There have been clear moments where Government policy seemed to be pointing one way but regulatory delivery seemed to be pointing in completely the opposite direction. Investment in private markets is perhaps a good case, where Government are saying, “We want DC pension schemes to invest more in infrastructure and to invest more in the UK”, while other regulatory authorities seem to be almost restricting their ability to do that. I do think that it is important that we work through that context.
Sir Douglas Flint: It is hugely important that the regulators are independent, but it is also important that they strive to create a very successful industry, because the best protection is something that is successful. That does not mean that it takes excess rent; it just means that it is successful.

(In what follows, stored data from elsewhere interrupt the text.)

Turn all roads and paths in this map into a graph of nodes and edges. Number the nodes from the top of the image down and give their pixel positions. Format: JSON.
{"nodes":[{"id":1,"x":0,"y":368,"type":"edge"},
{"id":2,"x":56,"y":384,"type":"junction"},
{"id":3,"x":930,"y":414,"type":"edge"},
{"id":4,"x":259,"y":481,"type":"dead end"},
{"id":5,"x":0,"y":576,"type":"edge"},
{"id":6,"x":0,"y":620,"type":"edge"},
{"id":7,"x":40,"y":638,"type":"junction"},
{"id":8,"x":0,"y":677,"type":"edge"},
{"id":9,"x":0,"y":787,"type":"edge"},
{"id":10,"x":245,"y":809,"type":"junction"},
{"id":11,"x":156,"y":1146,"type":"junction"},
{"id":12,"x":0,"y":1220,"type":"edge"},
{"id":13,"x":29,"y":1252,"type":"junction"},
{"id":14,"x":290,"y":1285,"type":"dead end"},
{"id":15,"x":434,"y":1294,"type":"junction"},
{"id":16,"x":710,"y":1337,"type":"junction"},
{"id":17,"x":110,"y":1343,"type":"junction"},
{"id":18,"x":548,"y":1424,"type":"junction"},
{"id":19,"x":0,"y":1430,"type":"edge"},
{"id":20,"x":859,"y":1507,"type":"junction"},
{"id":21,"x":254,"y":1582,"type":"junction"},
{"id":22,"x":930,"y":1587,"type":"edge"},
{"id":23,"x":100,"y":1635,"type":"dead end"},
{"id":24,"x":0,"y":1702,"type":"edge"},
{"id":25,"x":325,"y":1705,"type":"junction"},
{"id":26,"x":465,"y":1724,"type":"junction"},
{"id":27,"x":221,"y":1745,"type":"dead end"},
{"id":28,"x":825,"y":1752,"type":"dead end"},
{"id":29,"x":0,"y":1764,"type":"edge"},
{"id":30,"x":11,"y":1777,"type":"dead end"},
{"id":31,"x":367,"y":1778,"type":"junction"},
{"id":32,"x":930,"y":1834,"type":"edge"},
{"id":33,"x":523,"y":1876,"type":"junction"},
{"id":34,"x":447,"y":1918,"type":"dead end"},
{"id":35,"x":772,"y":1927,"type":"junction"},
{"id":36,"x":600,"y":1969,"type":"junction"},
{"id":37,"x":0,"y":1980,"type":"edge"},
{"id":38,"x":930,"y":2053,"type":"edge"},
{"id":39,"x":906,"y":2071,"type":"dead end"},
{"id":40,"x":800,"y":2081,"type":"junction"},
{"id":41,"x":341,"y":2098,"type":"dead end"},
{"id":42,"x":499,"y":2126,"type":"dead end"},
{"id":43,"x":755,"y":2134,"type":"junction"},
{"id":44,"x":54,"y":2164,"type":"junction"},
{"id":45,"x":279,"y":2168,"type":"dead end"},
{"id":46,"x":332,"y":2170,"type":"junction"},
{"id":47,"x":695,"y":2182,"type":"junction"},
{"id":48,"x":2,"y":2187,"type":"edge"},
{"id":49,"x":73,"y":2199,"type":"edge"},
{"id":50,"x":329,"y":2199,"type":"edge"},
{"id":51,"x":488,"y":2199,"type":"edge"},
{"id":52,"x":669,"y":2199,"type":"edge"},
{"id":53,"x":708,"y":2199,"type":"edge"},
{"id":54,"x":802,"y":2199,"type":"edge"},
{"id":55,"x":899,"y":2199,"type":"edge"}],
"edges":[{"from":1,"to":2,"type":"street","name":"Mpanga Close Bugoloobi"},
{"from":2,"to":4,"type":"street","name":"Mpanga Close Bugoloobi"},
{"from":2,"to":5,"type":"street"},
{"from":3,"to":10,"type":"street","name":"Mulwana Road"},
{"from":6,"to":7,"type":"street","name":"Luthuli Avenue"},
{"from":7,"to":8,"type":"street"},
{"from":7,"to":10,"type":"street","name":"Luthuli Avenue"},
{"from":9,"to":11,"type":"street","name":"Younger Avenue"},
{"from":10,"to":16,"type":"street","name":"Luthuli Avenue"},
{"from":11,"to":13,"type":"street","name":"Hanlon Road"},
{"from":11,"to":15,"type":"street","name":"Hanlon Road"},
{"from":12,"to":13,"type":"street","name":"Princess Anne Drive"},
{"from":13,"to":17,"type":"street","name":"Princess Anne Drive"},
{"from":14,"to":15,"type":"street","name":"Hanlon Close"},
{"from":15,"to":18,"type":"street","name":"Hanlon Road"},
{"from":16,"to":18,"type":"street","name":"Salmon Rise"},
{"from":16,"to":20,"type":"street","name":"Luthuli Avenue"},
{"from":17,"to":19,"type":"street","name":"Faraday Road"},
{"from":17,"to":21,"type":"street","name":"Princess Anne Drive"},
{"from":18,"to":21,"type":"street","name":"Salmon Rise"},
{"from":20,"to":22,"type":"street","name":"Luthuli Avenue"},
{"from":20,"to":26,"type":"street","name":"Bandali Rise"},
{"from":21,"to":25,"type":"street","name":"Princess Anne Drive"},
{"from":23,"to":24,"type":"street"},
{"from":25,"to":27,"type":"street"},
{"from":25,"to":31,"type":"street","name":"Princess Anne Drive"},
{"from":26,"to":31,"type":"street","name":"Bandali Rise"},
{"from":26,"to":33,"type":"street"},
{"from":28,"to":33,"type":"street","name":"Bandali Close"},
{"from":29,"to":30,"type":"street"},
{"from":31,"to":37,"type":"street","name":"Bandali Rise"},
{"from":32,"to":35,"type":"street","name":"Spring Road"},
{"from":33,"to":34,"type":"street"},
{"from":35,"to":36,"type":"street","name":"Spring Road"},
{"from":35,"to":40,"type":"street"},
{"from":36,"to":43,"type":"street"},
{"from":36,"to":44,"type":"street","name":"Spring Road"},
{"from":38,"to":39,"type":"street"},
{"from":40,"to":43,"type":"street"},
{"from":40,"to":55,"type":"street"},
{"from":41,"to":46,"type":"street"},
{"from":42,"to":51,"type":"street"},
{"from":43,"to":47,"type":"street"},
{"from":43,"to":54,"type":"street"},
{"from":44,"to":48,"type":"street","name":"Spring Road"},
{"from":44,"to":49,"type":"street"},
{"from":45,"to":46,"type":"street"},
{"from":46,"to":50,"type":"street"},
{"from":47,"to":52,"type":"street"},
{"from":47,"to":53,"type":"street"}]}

Then it needs to be accountable for Government for the mandate that it has been given: consumer protection, consumer outcomes, and efficient, fair, transparent and secure markets.
Q276 Rushanara Ali: I have one final question, which is particularly for institutional investors. We have heard about lots of interest in “do good” investment. Can you point to figures around what percentage of investments—and I am thinking of ESG in particular—are not “do good”, but are fuelling dirty energy and so on? I appreciate that there is going to be a period of transition, but, in your sector, could you talk through where you are at and how much work is going to need to be done to get to the point we need to get to, so that we are all marshalling in the same direction to fulfil our net-zero targets?
Chris Cummings: That is a really interesting point. In many ways, the easiest thing for my colleagues here to do, in order to have an easy regulatory life, would be to dump of all their brown stocks and to invest only in companies that were currently green. Of course, all that is doing is moving the damage to somebody else, who might be less inclined to work with management to transition those companies. Certainly, the approach that we are very strongly pursuing at the moment is for ESG investment opportunities and ESG funds to have them very clearly marked as meeting those standards.
Q277 Rushanara Ali: What percentage is currently not meeting the standards?
Chris Cummings: At the moment, about 49% of everything that UK investors invest in has some kind of ESG “do no harm” overlay, so about 51% do not. We are trying to sharpen up on that, but there are some major businesses out there that have long and sophisticated transition paths, and we want to work with them to make sure that they arrive there—perhaps encourage them along as well at times. The great danger otherwise is just divestment, which leaves the problem with other people.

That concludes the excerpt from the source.